## [Problem to solve]
Every line below that holds the string "image" must be copied.

## [Extracted entries]
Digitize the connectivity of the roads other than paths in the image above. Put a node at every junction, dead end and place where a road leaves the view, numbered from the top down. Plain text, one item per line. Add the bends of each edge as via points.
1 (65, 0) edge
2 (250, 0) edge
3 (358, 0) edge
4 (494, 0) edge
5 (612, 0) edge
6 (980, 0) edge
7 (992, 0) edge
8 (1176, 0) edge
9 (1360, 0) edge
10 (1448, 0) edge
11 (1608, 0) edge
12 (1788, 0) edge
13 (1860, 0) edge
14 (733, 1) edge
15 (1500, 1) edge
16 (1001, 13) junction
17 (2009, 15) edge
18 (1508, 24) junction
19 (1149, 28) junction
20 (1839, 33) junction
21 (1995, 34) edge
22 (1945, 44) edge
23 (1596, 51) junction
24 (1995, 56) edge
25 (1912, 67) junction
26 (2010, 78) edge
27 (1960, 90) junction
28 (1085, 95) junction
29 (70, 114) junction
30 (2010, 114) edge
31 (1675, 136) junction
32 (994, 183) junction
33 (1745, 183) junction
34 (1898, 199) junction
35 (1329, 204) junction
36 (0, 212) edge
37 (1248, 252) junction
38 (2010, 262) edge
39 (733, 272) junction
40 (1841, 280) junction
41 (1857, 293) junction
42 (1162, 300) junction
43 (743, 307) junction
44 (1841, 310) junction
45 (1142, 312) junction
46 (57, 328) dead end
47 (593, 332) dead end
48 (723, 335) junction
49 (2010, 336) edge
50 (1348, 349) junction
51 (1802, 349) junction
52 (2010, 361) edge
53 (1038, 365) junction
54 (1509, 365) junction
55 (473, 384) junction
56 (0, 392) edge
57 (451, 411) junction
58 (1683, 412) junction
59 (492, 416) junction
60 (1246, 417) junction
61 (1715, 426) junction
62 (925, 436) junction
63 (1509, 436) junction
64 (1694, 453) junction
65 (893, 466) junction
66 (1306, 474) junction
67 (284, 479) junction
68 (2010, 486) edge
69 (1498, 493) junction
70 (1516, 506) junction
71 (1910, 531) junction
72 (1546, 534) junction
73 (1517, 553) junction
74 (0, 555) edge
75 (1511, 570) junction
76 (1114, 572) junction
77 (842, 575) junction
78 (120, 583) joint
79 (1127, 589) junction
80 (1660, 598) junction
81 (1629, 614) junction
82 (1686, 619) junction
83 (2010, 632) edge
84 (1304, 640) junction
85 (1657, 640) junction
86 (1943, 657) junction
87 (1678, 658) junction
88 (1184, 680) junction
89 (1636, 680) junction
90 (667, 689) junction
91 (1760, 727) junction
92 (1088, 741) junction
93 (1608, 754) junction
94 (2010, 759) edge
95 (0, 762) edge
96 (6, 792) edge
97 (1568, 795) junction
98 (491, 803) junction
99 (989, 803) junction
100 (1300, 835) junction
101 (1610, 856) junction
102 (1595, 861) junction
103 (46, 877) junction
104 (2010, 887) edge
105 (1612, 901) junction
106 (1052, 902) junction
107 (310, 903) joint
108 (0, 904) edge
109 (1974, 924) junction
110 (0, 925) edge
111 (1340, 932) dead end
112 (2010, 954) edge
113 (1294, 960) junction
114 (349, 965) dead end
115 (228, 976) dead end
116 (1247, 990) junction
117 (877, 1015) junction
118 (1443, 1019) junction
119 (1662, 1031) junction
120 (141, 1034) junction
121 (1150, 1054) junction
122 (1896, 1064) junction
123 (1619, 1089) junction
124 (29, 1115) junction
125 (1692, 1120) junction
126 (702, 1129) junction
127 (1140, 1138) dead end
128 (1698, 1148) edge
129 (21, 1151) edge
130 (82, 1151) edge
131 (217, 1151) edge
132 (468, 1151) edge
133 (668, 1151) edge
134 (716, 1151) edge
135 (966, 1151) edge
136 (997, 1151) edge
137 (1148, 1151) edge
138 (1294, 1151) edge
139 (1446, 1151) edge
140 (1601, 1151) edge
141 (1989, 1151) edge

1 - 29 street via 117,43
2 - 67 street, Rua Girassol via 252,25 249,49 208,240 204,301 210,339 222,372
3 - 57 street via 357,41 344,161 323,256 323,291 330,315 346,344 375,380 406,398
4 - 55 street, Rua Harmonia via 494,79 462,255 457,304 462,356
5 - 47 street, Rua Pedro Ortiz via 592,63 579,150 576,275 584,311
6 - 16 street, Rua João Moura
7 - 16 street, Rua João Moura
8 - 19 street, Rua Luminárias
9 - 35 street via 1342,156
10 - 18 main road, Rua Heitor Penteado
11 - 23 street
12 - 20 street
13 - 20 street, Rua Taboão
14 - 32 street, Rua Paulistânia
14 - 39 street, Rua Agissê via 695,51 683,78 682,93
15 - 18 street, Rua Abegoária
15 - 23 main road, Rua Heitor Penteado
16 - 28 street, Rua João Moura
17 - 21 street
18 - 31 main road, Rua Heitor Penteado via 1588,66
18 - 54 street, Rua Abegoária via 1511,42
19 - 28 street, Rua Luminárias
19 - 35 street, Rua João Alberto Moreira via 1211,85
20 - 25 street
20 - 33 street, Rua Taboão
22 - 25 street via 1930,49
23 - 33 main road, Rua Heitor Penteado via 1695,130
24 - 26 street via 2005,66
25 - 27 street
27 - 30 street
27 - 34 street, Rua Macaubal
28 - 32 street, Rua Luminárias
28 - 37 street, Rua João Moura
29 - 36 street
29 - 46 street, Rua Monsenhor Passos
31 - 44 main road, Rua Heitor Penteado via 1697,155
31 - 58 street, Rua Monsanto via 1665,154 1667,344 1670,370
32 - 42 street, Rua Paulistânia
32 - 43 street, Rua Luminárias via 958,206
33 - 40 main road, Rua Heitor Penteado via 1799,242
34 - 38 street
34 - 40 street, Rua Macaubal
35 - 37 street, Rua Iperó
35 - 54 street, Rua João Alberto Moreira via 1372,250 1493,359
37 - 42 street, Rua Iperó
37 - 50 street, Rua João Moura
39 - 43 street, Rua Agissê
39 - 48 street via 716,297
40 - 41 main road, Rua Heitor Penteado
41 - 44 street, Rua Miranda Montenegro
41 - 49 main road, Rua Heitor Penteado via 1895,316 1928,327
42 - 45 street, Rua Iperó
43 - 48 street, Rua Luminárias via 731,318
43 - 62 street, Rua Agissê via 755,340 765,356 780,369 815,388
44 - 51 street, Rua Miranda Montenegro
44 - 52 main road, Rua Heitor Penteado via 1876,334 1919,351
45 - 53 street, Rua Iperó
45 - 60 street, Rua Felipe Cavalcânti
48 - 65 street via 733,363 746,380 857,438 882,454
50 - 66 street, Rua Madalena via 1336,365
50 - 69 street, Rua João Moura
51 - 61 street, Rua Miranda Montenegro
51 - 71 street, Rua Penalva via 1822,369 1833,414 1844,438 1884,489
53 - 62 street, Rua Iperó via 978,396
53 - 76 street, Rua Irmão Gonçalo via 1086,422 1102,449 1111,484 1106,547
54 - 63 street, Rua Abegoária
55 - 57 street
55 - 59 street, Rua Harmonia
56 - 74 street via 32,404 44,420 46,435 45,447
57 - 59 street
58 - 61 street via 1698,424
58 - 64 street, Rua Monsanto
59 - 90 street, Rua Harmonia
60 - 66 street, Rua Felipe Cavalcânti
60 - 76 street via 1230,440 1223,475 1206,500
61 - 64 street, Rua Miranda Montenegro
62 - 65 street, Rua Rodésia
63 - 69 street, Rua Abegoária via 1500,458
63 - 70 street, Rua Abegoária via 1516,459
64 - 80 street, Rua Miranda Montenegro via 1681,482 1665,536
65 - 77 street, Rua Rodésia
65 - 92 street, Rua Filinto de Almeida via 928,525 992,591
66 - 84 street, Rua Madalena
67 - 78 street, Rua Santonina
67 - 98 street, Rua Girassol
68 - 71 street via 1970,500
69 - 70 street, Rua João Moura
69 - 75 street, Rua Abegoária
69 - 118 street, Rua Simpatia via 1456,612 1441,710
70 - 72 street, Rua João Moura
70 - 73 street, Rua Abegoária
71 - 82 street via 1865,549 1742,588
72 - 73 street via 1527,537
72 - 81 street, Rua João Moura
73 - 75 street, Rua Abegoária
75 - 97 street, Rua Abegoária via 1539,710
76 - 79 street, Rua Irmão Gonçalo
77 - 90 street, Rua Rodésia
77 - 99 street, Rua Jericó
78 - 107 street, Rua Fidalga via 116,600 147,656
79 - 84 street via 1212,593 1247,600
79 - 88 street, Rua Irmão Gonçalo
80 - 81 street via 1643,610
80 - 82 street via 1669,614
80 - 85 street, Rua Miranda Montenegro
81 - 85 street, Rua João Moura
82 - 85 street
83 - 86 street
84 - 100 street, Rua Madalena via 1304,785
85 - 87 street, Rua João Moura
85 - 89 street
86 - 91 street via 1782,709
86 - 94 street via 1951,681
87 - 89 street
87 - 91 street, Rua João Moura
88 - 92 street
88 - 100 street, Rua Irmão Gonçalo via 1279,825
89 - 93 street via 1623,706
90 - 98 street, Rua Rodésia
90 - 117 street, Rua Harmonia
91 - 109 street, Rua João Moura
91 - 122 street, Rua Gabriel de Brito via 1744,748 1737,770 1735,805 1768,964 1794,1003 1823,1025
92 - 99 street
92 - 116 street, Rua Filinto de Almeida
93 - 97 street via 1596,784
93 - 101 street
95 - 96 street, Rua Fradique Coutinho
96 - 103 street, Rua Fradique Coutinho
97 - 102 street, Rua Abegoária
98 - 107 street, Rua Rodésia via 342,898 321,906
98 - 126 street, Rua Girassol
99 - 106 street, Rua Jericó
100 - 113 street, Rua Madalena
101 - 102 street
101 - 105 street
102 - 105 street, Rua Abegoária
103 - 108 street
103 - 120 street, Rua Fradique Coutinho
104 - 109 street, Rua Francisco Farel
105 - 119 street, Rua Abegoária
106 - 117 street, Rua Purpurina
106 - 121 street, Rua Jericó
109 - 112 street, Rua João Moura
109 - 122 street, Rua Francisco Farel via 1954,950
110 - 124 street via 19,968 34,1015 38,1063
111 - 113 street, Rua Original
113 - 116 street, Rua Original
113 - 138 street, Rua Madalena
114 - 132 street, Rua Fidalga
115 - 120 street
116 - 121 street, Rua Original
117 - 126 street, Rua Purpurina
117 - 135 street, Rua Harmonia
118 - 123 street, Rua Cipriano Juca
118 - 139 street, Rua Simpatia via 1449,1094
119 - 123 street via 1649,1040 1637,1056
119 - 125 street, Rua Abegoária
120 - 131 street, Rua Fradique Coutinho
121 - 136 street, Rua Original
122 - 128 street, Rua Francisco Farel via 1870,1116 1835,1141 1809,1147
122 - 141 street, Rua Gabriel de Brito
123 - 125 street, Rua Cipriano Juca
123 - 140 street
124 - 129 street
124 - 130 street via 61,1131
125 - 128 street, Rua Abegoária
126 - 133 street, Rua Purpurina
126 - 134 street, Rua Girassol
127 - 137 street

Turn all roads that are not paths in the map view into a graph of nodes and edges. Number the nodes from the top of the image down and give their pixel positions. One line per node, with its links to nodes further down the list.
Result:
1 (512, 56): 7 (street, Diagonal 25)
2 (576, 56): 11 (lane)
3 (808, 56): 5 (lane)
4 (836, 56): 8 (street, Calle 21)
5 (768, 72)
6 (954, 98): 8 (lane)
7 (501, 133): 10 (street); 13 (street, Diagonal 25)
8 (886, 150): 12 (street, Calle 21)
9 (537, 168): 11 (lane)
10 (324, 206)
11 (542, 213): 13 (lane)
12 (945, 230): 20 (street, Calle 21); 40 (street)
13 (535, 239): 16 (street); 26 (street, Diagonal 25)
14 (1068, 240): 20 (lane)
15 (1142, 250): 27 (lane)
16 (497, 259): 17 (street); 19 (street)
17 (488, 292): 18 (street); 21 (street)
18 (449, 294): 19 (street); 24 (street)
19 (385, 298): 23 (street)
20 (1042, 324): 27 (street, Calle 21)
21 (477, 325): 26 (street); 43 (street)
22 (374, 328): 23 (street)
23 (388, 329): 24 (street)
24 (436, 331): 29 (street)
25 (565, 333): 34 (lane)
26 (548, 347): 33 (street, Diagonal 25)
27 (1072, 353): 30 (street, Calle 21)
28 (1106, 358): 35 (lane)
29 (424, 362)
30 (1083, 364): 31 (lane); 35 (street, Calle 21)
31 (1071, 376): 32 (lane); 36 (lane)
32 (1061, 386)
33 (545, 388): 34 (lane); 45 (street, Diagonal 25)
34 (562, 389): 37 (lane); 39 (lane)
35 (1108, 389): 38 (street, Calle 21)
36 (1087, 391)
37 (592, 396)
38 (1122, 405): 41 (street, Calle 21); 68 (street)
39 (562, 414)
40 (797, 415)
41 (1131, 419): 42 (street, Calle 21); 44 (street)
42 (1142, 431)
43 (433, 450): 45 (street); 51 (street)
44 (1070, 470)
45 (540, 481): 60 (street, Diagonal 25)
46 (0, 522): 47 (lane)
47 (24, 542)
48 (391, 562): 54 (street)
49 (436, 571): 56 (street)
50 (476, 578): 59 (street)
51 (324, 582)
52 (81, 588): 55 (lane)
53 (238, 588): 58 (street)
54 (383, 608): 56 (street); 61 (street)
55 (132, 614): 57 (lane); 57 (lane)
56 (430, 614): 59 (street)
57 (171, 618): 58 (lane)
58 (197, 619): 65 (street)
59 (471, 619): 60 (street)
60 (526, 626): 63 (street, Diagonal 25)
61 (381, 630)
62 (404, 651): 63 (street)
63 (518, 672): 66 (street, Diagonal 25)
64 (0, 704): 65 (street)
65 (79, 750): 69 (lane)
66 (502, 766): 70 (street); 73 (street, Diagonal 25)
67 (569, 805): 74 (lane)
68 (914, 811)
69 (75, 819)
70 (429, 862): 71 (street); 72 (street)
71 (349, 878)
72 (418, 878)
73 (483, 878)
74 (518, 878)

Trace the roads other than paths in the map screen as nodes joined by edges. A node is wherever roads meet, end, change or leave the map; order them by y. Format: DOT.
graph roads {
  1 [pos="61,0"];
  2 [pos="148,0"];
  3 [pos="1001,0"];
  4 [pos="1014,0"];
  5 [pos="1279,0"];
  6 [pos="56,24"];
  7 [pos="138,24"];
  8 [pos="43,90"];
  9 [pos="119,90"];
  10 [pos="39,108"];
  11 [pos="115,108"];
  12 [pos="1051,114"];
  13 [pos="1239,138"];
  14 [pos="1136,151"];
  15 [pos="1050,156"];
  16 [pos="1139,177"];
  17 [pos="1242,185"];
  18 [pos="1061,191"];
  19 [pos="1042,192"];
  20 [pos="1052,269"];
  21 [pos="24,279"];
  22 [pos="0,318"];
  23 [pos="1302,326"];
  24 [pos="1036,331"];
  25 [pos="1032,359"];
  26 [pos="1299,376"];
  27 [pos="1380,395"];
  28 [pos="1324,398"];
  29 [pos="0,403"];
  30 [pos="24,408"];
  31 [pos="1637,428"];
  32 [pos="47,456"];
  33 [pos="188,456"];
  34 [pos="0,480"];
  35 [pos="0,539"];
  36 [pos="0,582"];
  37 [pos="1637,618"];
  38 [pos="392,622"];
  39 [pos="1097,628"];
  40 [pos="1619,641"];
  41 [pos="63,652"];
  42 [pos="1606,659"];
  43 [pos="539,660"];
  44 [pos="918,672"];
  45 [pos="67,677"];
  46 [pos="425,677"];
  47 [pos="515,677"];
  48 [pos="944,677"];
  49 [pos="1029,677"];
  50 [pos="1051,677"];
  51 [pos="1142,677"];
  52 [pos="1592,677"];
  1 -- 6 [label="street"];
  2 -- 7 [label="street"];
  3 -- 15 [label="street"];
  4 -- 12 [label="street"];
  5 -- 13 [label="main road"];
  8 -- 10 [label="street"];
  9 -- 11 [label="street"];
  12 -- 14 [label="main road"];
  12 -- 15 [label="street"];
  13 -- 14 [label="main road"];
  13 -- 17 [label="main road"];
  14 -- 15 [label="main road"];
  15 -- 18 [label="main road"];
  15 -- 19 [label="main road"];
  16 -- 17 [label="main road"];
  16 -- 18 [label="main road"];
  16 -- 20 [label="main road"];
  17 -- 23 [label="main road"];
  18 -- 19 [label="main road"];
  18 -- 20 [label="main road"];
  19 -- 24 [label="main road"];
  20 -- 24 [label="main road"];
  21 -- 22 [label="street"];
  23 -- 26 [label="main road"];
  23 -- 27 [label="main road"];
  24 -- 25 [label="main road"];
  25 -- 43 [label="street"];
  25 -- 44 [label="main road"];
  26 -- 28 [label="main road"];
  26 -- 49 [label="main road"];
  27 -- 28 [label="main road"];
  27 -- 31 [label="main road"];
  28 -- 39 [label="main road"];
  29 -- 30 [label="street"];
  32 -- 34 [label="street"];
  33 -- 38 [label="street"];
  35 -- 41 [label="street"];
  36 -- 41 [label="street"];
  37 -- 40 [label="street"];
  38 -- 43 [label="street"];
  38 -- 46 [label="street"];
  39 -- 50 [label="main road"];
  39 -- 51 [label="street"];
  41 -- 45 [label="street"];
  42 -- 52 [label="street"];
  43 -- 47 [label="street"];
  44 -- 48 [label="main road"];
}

## [Solved exercise]
Digitize the connectivity of the roads other than paths in the image above. Put a node at every junction, dead end and place where a road leaves the view, numbered from the top down. Plain text, one item per line. Add the bends of each edge as via points.
Turn all roads that are not paths in the map view into a graph of nodes and edges. Number the nodes from the top of the image down and give their pixel positions. One line per node, with its links to nodes further down the list.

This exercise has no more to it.